I'm moving into an apartment with my cockatoo, and in thinking about sound level I realized I've never actually seen a source for the claim I've heard quite often and passively believed myself:
Cockatoos can scream as loud as a jet engine!
You can see this repeated over and over just by searching for "cockatoo scream jet engine".
The claim itself lacks any real units, but often recited in decibels. This site suggests in a comment:
Sun Conures are the loudest birds there is. Easily as loud as a jet engine. They scream at dawn and at dusk. It's instinct and they can't be trained out of it.
And this site says:
Most cockatoos will scream for about 20 to 40 minutes a day, for no reason. And, yes, they are very loud. The amount of decibels(unit of measurement for sound) their loudest scream has is greater than that of a jet engine.

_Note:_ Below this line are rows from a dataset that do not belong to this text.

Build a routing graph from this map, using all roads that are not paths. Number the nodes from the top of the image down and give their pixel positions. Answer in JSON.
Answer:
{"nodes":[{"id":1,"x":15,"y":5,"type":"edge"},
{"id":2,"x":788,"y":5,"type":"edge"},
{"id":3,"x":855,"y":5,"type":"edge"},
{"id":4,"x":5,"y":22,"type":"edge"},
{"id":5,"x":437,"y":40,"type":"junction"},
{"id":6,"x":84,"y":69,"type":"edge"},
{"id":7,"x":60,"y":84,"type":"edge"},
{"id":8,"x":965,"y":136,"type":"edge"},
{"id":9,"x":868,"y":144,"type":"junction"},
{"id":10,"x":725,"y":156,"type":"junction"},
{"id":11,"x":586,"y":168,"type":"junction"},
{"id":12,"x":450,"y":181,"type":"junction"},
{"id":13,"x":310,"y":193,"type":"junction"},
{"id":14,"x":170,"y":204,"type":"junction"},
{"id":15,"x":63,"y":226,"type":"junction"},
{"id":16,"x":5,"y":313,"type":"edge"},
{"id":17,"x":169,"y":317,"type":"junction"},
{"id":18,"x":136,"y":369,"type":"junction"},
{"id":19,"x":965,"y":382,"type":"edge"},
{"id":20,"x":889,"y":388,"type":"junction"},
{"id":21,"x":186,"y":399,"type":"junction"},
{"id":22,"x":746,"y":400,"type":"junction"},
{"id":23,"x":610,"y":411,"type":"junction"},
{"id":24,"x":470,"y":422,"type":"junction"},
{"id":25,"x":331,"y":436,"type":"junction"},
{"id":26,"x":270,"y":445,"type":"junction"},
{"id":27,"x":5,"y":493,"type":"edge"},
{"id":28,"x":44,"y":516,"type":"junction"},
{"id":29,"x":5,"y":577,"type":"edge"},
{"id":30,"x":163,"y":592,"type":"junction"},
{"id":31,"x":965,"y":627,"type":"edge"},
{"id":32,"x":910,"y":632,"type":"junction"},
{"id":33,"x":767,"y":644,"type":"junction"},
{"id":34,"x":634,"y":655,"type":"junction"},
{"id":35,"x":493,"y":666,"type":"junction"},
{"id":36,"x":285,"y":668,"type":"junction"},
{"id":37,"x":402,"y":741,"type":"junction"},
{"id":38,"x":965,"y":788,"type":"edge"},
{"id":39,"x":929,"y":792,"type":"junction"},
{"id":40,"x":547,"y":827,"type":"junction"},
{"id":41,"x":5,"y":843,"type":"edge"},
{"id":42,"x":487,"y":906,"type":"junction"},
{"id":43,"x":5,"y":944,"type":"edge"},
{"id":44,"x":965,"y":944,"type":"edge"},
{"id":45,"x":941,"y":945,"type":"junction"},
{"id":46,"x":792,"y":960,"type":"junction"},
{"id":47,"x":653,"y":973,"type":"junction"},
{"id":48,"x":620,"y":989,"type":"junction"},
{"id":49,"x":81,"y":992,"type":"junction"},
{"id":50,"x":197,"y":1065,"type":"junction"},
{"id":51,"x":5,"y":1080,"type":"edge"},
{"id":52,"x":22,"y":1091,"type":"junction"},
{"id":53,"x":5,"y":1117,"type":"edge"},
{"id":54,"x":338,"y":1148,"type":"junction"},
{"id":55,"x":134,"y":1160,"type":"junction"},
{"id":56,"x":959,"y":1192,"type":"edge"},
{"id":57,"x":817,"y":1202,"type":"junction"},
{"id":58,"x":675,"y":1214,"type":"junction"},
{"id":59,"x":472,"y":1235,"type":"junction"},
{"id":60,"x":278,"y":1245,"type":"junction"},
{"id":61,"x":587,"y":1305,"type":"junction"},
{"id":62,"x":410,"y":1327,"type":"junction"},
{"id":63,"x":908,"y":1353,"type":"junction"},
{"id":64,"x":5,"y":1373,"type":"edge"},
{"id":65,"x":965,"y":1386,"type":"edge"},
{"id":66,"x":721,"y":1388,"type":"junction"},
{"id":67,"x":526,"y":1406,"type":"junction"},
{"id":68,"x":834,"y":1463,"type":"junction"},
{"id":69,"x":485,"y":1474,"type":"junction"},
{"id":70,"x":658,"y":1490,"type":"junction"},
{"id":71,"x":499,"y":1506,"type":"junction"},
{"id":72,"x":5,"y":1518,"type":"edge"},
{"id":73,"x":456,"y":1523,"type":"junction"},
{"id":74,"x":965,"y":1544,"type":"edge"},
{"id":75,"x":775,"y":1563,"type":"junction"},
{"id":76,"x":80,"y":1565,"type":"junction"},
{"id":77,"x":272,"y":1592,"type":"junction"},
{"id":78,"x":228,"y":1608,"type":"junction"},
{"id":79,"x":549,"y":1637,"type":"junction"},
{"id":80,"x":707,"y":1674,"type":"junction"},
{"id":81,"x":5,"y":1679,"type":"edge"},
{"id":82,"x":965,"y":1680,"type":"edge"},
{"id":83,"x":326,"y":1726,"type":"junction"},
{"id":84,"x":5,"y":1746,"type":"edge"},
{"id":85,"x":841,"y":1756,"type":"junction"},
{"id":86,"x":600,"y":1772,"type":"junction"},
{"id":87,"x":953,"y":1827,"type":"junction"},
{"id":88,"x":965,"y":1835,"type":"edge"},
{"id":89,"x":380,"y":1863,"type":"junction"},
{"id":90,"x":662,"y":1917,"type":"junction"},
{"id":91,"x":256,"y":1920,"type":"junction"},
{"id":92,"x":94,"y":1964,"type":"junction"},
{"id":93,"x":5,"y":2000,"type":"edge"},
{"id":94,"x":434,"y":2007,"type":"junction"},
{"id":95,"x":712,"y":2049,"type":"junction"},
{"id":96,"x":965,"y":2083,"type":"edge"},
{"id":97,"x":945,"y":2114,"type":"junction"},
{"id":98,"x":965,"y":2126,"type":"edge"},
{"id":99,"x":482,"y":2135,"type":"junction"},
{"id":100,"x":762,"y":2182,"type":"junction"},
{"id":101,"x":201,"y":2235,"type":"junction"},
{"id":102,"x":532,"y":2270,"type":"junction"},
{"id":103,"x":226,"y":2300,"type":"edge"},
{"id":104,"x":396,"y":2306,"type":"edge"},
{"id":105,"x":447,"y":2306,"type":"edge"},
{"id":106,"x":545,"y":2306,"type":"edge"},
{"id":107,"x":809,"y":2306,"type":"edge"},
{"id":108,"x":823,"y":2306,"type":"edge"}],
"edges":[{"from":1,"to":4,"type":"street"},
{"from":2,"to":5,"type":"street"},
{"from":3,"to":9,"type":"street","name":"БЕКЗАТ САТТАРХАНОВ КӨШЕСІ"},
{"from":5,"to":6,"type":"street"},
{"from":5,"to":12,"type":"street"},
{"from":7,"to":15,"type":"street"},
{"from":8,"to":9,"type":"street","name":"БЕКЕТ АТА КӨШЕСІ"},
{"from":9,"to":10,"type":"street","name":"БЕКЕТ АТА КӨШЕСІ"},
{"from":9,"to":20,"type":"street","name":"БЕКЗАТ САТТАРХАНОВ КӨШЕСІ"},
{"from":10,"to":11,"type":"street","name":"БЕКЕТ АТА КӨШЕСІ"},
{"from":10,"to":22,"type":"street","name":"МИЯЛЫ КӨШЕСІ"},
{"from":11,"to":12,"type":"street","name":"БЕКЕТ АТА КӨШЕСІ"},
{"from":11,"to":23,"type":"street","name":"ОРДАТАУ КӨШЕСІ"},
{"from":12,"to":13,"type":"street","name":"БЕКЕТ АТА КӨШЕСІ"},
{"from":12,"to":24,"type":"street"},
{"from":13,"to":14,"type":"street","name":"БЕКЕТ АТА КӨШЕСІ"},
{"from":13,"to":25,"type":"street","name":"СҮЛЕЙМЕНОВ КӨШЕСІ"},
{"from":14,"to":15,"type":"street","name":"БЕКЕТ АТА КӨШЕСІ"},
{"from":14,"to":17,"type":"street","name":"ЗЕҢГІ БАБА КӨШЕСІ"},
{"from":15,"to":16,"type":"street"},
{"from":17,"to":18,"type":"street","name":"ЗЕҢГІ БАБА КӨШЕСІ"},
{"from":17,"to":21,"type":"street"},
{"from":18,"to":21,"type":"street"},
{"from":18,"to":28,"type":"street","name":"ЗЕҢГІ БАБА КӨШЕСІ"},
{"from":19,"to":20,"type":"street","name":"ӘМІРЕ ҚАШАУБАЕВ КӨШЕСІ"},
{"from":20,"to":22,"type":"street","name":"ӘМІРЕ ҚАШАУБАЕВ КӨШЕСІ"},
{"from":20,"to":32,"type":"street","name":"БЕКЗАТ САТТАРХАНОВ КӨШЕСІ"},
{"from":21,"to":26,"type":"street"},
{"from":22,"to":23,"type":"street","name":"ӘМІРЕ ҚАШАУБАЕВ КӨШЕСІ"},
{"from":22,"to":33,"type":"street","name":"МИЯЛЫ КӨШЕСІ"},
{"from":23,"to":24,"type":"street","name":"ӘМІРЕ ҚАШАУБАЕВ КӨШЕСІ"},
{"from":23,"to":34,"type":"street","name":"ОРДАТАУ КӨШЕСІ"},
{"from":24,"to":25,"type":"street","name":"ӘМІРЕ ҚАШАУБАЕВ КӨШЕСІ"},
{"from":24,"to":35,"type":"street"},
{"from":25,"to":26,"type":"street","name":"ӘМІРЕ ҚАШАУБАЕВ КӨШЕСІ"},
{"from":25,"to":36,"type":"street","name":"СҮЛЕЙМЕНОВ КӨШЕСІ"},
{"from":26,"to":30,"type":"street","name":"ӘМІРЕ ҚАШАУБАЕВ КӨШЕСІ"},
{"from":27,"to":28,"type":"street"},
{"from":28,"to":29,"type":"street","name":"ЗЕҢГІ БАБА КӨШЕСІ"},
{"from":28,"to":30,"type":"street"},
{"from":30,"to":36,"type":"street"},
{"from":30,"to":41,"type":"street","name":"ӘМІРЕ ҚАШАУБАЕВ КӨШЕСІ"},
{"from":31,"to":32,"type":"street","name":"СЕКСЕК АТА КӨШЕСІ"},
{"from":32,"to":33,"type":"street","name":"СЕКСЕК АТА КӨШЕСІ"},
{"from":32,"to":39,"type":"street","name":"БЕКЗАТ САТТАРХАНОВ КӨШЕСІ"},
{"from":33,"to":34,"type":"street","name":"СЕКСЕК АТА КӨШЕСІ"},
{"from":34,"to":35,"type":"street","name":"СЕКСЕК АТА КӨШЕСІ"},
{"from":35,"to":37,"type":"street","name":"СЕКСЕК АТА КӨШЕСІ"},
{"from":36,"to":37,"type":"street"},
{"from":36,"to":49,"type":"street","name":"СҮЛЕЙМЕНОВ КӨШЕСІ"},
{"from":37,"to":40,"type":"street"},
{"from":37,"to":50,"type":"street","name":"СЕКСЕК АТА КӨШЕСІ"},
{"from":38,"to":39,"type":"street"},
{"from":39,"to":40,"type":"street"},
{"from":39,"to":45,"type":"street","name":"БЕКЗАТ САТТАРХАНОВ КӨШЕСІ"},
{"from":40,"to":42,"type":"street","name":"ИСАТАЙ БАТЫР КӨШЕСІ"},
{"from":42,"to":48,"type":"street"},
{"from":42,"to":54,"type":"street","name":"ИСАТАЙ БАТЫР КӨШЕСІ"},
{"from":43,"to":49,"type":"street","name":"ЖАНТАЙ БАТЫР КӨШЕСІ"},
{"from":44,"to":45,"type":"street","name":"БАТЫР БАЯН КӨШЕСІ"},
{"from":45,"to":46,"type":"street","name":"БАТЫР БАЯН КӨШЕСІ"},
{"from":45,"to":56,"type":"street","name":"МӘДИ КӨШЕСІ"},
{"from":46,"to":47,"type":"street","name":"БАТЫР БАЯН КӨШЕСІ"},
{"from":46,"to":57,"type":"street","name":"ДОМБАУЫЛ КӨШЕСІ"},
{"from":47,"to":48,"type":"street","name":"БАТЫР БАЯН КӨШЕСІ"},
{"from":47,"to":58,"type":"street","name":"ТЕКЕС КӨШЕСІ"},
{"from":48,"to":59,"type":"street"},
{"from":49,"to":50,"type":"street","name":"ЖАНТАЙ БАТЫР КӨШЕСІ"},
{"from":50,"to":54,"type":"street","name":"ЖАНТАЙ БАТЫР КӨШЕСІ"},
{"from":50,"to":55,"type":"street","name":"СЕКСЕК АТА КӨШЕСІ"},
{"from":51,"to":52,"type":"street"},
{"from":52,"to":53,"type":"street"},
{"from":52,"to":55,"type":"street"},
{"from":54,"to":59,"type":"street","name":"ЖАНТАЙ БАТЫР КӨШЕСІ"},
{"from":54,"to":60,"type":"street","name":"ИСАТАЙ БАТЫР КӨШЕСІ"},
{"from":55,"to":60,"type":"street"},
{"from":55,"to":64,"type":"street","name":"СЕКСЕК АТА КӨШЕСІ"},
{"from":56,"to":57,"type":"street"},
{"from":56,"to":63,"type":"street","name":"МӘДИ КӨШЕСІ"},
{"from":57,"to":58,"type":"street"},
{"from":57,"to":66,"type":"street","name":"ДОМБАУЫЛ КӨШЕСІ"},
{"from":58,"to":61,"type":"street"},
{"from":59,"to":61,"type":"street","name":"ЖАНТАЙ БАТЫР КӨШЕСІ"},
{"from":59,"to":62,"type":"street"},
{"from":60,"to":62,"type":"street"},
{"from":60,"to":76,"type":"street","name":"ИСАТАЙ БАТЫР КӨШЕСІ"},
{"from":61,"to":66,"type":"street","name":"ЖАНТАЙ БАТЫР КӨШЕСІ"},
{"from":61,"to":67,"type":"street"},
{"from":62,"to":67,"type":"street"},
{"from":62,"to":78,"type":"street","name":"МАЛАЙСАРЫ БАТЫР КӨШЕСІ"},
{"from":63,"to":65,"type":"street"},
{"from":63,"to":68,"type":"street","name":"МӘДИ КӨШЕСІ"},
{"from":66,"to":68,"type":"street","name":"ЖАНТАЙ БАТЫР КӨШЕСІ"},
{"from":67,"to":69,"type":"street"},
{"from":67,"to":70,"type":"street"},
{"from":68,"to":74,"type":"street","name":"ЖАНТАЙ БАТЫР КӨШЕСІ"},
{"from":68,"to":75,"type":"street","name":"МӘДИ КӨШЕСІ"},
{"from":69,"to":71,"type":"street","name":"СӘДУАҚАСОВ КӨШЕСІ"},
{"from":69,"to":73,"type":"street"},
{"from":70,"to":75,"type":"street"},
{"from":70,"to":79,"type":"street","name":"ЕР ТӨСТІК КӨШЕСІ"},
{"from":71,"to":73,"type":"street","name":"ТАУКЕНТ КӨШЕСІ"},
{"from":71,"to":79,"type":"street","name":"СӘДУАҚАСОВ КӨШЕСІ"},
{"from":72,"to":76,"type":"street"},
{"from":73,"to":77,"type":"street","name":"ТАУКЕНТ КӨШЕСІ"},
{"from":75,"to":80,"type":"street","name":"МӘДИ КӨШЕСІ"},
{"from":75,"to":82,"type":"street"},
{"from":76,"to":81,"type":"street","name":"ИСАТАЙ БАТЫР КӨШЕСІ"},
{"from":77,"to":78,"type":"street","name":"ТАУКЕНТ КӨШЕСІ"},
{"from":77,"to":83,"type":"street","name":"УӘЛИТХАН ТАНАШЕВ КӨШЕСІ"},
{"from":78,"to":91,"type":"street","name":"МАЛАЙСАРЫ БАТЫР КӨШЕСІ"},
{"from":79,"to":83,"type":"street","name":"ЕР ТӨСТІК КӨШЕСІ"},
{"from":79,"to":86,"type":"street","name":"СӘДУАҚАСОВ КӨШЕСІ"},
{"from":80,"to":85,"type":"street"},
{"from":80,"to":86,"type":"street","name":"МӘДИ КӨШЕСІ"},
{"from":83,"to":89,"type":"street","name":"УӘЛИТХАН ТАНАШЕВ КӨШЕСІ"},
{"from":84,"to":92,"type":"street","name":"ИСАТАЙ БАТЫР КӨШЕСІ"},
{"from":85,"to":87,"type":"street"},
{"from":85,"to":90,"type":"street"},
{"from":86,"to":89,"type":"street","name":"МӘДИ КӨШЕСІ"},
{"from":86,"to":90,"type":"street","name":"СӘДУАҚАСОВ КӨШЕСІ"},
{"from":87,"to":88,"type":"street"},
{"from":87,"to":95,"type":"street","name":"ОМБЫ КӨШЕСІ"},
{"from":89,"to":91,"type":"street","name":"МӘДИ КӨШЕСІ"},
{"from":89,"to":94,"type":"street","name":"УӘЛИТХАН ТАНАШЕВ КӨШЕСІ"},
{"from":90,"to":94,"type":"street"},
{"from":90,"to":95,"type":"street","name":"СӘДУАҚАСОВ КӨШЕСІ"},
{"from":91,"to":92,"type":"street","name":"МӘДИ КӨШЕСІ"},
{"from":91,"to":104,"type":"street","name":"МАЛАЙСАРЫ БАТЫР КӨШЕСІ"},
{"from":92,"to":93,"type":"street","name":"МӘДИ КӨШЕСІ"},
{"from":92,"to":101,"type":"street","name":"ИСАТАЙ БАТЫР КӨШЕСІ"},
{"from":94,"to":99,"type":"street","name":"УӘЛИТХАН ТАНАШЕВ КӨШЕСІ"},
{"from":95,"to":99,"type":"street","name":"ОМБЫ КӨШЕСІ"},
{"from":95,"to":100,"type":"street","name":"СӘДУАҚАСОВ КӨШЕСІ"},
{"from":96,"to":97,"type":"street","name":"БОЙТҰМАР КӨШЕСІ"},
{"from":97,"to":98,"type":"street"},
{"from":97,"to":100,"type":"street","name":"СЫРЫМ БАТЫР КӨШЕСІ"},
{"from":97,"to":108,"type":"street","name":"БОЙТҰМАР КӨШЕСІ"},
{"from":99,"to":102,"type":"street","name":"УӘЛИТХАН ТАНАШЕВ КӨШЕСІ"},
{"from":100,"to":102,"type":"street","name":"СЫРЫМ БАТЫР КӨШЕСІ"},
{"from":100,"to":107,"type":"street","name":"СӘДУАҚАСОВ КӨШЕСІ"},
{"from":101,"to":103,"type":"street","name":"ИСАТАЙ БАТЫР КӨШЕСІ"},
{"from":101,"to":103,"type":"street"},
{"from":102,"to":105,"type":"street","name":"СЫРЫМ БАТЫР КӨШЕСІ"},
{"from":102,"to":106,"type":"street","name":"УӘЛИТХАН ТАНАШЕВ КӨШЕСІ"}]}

My own original attempt at linking the two is noting that a jet engine (at 100 feet) is 140 dB (doubling the distance makes it about 134 dB, which would still be as "loud as a jet engine", to me), and (apparently) a Moluccan cockatoo can reach 135 dB. But how is the latter figure being measured? At what distance and with what reference level? Has it been measured at all or is it just a guess? Where's the source?
My cockatoo is not a Moluccan, but I can attest that at times he can be loud. I don't think, however, that the short-lived mid-to-high pitched screams of a bird can compare in loudness to the continuous rumbling of a jet engine.
Are there any studies regarding such comparisons, or the loudness of cockatoos, or is it bogus?